In Bostock v. Clayton County, Georgia, the 6-3 majority opinion said an employer violates Title VII when it intentionally fires an individual employee based in part on sex. Even if there are other reasons for a dismissal, if the employee’s sex is factored into that decision to discharge the employee, that is still a violation, the court ruled.
Employers with 15 employees or more, including contingent workers, must comply with Title VII. As with any aspect of Title VII, buyer organizations cannot discriminate against contingent workers on the basis of their race, color, religion, sex or national origin, and cannot ask their suppliers to do so on their behalf.
“Discrimination on the basis of homosexuality or transgender status requires an employer to intentionally treat individual employees differently because of their sex,” wrote Justice Neil Gorsuch in the majority opinion. “There is no escaping the role intent plays: Just as sex is necessarily a but-for cause when an employer discriminates against homosexual or transgender employees, an employer who discriminates on these grounds inescapably intends to rely on sex in its decision-making.”
Until Monday’s decision, it was legal in more than half of the states to fire workers for being gay, bisexual or transgender, the New York Times reported.

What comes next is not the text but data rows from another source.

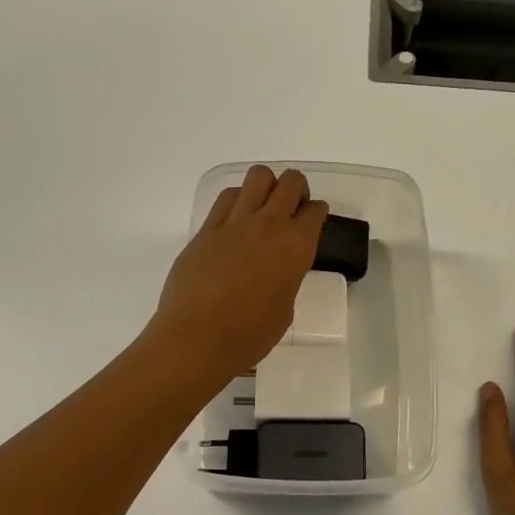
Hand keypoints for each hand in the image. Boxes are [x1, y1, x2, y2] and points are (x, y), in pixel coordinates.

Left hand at [153, 165, 328, 380]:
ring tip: (263, 207)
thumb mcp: (285, 308)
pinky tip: (235, 218)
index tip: (312, 221)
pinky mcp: (207, 228)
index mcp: (296, 247)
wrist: (197, 338)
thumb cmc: (249, 335)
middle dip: (296, 189)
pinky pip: (227, 197)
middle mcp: (270, 225)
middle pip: (291, 182)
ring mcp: (235, 222)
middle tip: (291, 208)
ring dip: (267, 186)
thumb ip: (287, 278)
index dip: (316, 213)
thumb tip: (277, 269)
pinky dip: (237, 199)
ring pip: (258, 177)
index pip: (315, 211)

The decision extended workplace protections to millions of people across the nation.
The case involved three workers who were separately fired for being gay or transsexual:
- Gerald Bostock, who in 2013 was fired by Clayton County, Georgia, for conduct “unbecoming” a county employee shortly after he began participating in a gay recreational softball league.

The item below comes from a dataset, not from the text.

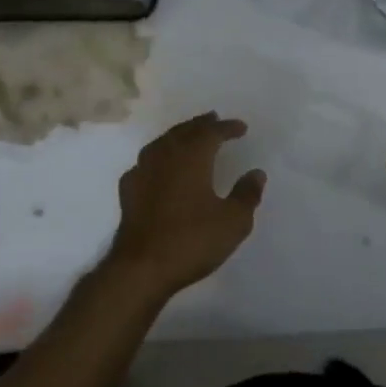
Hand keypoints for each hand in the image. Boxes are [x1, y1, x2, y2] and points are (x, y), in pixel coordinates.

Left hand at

- Donald Zarda, who was fired by Altitude Express in 2010, days after he mentioned being gay.
- Aimee Stephens, who presented as a male when hired by R. G. & G. R. Harris Funeral Homes, but then was fired in 2013 after informing her employer that she planned to “live and work full-time as a woman.”
Each employee sued alleging sex discrimination under Title VII of the Civil Rights Act of 1964. Bostick’s case was dismissed by the Eleventh Circuit, while the Second and Sixth Circuits allowed Zarda’s and Stephens’ cases, respectively, to proceed.
“Monday’s opinion will have a long-term impact on employers who are subject to Title VII – those having 15 or more employees,” said Elaine Turner, a shareholder/partner at the national law firm Hall Estill with more than 30 years’ experience in US labor law. “Regardless of contrary state laws, such employers may not discriminate against individuals in employment decisions because they are gay or transgender. Those that do violate Title VII are subject to legal actions against them that could be very costly,” Turner says.